▶ _PROBLEM REQUIREMENTS_: Look for "roads" in the material below and show each line that contains it.

▶ _EXTRACTED MATERIAL_:

━━━━━━

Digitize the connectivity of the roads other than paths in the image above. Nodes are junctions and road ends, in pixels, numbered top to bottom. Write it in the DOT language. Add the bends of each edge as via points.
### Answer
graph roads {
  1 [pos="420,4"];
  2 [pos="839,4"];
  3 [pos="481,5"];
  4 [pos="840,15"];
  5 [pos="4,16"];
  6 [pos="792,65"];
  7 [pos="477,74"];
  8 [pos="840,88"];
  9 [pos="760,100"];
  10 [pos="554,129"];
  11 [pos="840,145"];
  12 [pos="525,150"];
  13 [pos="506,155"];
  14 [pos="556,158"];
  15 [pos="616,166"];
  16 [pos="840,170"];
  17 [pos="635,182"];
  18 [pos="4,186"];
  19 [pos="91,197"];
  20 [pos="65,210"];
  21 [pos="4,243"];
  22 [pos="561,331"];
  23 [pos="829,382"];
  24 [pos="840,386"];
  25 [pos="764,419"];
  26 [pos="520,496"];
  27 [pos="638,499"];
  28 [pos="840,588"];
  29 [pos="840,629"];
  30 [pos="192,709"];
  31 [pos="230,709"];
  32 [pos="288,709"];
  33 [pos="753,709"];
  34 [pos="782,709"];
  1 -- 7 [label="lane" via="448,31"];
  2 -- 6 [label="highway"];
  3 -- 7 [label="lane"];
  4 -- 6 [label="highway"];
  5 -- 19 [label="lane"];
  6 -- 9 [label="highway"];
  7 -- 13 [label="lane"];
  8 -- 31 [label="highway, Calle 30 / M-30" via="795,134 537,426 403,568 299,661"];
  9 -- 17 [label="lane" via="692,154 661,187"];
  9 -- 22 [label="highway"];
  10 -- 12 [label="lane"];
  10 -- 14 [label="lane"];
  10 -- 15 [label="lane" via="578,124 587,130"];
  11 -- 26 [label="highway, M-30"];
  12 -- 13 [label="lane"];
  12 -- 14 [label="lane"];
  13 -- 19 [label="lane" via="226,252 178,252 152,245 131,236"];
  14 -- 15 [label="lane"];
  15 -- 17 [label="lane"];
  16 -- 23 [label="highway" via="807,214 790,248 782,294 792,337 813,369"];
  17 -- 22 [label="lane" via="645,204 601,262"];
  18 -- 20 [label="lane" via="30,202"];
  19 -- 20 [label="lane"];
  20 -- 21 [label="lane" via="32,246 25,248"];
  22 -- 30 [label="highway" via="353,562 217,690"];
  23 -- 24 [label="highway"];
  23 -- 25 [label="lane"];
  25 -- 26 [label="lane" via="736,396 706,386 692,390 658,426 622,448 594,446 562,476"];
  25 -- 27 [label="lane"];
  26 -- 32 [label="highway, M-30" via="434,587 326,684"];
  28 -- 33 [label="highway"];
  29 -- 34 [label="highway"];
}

━━━━━━

▶ _OUTPUT OF THE EXERCISE_:
Digitize the connectivity of the roads other than paths in the image above. Nodes are junctions and road ends, in pixels, numbered top to bottom. Write it in the DOT language. Add the bends of each edge as via points.
graph roads {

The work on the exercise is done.